* **Data under study**:
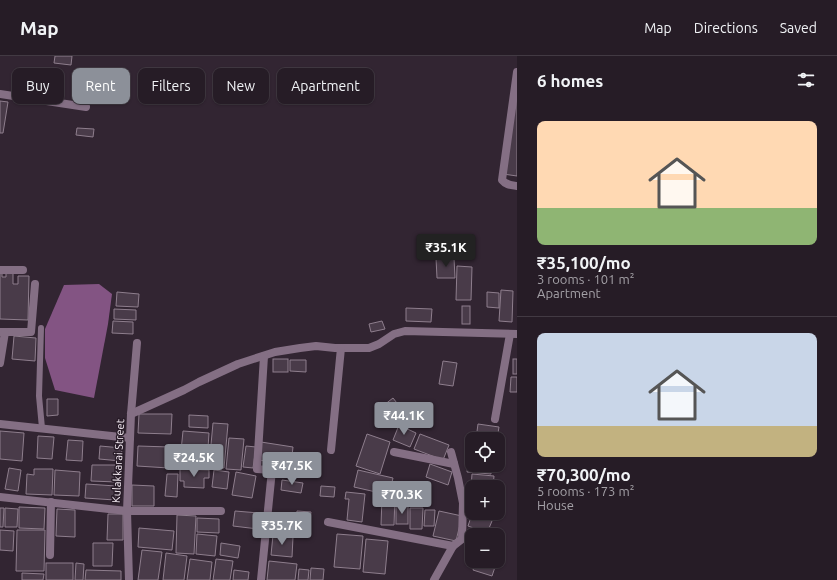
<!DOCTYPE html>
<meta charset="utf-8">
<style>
:root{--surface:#261c26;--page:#322932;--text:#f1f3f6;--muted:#a4a1a7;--line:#423a43;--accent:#8c9099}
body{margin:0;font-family:Ubuntu,sans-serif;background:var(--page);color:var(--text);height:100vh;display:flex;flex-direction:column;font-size:15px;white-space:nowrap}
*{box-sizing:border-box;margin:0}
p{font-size:13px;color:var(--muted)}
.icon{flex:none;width:22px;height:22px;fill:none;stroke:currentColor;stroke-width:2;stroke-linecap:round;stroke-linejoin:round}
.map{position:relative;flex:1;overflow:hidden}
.details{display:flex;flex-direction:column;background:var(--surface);width:320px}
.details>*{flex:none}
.hud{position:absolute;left:12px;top:12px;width:380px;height:36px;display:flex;gap:8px}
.tools{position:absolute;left:465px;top:376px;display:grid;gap:8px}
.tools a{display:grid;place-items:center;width:40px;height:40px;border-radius:8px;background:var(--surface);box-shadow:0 1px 3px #0004,0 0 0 1px var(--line);font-size:20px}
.price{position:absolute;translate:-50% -34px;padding:0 9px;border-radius:4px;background:var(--accent);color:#fff;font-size:13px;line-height:26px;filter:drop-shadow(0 1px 2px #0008)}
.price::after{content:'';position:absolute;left:50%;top:24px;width:12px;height:9px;margin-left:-6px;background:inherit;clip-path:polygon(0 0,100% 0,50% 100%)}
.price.current{background:#222;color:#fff}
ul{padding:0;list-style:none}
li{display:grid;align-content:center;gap:8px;height:212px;padding:0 20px}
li+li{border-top:1px solid var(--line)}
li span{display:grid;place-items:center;height:124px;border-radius:8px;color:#555}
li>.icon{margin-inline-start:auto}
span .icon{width:72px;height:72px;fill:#fffc;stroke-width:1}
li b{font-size:17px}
h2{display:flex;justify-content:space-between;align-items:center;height:48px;padding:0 20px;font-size:17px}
.chip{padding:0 14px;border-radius:8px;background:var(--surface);box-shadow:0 1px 3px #0004,0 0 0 1px var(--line);font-size:14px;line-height:36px}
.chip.current{background:var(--accent);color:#fff}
header{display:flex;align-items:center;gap:24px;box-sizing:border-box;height:56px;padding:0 20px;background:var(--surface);border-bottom:1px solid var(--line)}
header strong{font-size:19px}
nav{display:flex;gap:22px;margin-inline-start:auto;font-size:14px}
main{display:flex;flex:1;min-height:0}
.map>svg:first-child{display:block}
</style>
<header>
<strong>Map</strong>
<nav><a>Map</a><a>Directions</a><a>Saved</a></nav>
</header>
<main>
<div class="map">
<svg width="517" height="524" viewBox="0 0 517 524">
<rect width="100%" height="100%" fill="#322532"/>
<path fill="#835483" d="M99 228 112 238 108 268 94 342 55 334 45 302V273L64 229Z"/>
<g fill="#493b49" stroke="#8e7e8d">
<path d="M55 0H72L71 9 54 7Z"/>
<path d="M94 15 105 17 104 24 93 22Z"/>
<path d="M89 31 101 32 100 41 88 40Z"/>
<path d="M517 34V120L503 118Z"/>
<path d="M0 45 8 46 3 77H0Z"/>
<path d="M77 72 94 73 93 81 76 79Z"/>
<path d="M436 202H454L455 222H437Z"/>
<path d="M457 210 472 211 471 244H456Z"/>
<path d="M0 217H2V221H6V217H13V228H18V220H29L28 264 0 263Z"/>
<path d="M501 234 513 235 512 266 499 265Z"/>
<path d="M117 236 139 238 138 251 116 250Z"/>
<path d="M487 236 499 237V252L487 251Z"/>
<rect x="462" y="250" width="8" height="18"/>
<path d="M406 252 432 253 431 266 406 265Z"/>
<path d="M114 253 136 254V264L114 263Z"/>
<path d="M113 265 133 266V278L112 277Z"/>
<path d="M382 265 385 273 371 276 369 268Z"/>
<path d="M14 280 36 282 35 305 12 303Z"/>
<rect x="273" y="303" width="15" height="13"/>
<rect x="513" y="303" width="4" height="15"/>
<path d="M290 304H306V316L290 315Z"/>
<path d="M443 305 457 307 453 330 439 328Z"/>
<path d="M511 321H517V336H510Z"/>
<path d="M393 342 404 356 396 363 384 349Z"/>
<path d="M47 343H58V359L47 360Z"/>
<path d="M139 358H172L171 378 138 377Z"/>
<path d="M189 359 208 360V372L189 371Z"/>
<path d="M213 367 228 368 224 412 209 410Z"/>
<path d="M478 368 499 371 497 383H476Z"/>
<path d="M399 369 416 377 410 391 393 384Z"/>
<path d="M0 375 24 377 22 405 0 403Z"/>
<path d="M183 375 209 377 207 407 180 405Z"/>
<path d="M367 378 390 386 380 418 356 410Z"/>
<path d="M420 378 449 389 443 404 414 393Z"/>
<path d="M38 380 54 381 52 403 37 402Z"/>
<path d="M229 382 244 383 241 414 226 413Z"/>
<path d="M68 384 83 385 82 405 66 404Z"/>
<path d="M261 386 293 391 291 409 259 404Z"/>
<path d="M100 390 122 392 121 405 99 403Z"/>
<path d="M138 390 170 391 169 412 137 410Z"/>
<path d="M246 390 256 391 253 412 243 411Z"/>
<path d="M468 407H472V409H491V418L467 416Z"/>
<path d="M430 408 452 416 448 429 426 421Z"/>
<path d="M92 409H117V426L91 425Z"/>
<path d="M9 412 21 414 18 435 5 433Z"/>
<path d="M34 413H53L52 439 26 438 27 418 34 419Z"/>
<path d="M180 413 209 414V422H204V432L184 431V425H180Z"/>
<path d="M55 414 80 416 79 440 54 439Z"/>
<path d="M214 414 229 416 227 433 212 431Z"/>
<path d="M358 414 393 422 389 439 354 431Z"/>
<path d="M236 416 256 420 252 442 232 439Z"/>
<path d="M167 418H178L177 441 165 440Z"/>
<path d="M472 418 494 420 493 431H472V433L471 432Z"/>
<path d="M282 424 303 427 301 437 281 434Z"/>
<path d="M86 428 116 430 115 444 85 442Z"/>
<path d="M132 429 154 430V450H132Z"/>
<path d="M321 430 335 431 334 441 320 440Z"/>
<path d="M346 436 365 438 362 466 347 464 349 443H345Z"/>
<path d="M382 441H395L394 469H381Z"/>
<rect x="396" y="450" width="12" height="18"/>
<path d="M19 451 45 452 44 473 19 472Z"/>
<path d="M0 452H4L3 471H0Z"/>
<path d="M5 452 18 453 17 471H5Z"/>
<path d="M410 452H423L422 473H410Z"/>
<path d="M57 453 75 454V481L56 480Z"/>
<path d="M425 454H435L434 470H424Z"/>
<path d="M235 455 259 457 258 473 233 470Z"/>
<path d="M297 455 311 456 309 474 295 473Z"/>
<path d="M439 455 462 460 456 485 433 480Z"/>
<path d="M108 458H123V484H107Z"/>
<path d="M472 458 492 465 487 477 468 470Z"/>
<path d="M177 459 196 460 194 498 176 497Z"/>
<path d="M197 462 219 463V477L197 476Z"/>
<path d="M139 472 174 475 172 494 138 491Z"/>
<path d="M0 474 14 475 13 495 0 494Z"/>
<path d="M17 474H45L44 515H16Z"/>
<path d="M197 478 217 480 215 500 196 498Z"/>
<path d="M337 478 363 480 360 513 334 511Z"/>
<path d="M273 479 293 481 292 501 271 499Z"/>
<path d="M366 483 388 485 385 518 363 516Z"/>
<path d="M93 487H113L112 510H93Z"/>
<path d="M221 487 240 490 238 502 220 499Z"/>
<path d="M142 494 162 496 158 524H138Z"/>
<path d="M166 497 187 500 184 524H163Z"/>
<path d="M190 503 212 506 210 524H187Z"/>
<path d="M216 503 233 505 230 524H213Z"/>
<path d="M269 505 297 508 295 524H267Z"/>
<path d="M476 505H486L496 508 492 520 473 514Z"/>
<rect x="46" y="507" width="27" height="17"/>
<path d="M76 507 84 508 83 524H75Z"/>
<path d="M311 512 324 513 323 524H310Z"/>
<path d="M299 513 309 514 308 524H298Z"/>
<path d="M86 514 121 515V524H85Z"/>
<path d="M234 514 249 516 248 524H233Z"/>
<path d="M22 517 44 518 43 524H22Z"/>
</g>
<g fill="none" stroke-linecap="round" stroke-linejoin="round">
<path stroke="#846f84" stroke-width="6" d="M41 272 39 340 42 372"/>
<g stroke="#846f84" stroke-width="8">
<path d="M517 16 502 124C506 129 511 129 517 130"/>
<path d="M0 38 86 51"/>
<path d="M0 214H23"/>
<path d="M0 276H31L35 228"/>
<path d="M0 307 5 276"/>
<path d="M131 358 184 334 199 326 238 308 275 296 300 292 316 290 335 292H369L379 288 394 278 405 275 517 278"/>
<path d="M495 363 510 278"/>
<path d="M0 368 130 382"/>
<path d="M331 394 341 292"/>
<path d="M394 396 454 408"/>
<path d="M0 441 127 455H221"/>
<path d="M328 466 453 490"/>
<path d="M50 499 51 446"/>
<path d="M129 524 127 455 131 358 137 287"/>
<path d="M261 524 272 414 257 413 264 300"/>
<path d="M434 524 453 490 462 483 463 447 458 422 451 396"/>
</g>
</g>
<g text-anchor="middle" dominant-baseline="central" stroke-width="3" stroke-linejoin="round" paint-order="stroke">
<g font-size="11" fill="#f8eff7" stroke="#281c28">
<text transform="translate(118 405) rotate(-87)">Kulakkarai Street</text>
</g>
</g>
</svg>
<div class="tools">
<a><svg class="icon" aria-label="locate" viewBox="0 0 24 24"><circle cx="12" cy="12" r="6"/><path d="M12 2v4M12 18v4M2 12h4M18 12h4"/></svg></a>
<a>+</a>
<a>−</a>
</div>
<b class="price current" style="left:446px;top:212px">₹35.1K</b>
<b class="price" style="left:404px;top:380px">₹44.1K</b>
<b class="price" style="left:194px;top:422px">₹24.5K</b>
<b class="price" style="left:292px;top:430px">₹47.5K</b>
<b class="price" style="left:402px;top:459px">₹70.3K</b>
<b class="price" style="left:282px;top:490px">₹35.7K</b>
<div class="hud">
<a class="chip">Buy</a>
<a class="chip current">Rent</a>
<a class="chip">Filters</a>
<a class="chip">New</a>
<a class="chip">Apartment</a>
</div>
</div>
<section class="details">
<h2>6 homes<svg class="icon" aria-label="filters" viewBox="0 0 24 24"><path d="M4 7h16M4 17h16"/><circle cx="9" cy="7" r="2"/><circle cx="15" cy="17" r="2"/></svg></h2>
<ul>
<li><span style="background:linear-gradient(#ffd9b3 70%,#8fb573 0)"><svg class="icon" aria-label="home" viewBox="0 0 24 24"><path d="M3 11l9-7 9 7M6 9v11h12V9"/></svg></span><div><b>₹35,100/mo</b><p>3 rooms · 101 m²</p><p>Apartment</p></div></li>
<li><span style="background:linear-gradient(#c9d6e8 75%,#c2b280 0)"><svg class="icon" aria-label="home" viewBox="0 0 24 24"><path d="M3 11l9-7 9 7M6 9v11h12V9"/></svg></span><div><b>₹70,300/mo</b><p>5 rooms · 173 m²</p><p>House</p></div></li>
</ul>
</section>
</main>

* **Problem description**:
Copy each line of the listing in which the word "tools" can be found.

* **Expected output**:
.tools{position:absolute;left:465px;top:376px;display:grid;gap:8px}
.tools a{display:grid;place-items:center;width:40px;height:40px;border-radius:8px;background:var(--surface);box-shadow:0 1px 3px #0004,0 0 0 1px var(--line);font-size:20px}
<div class="tools">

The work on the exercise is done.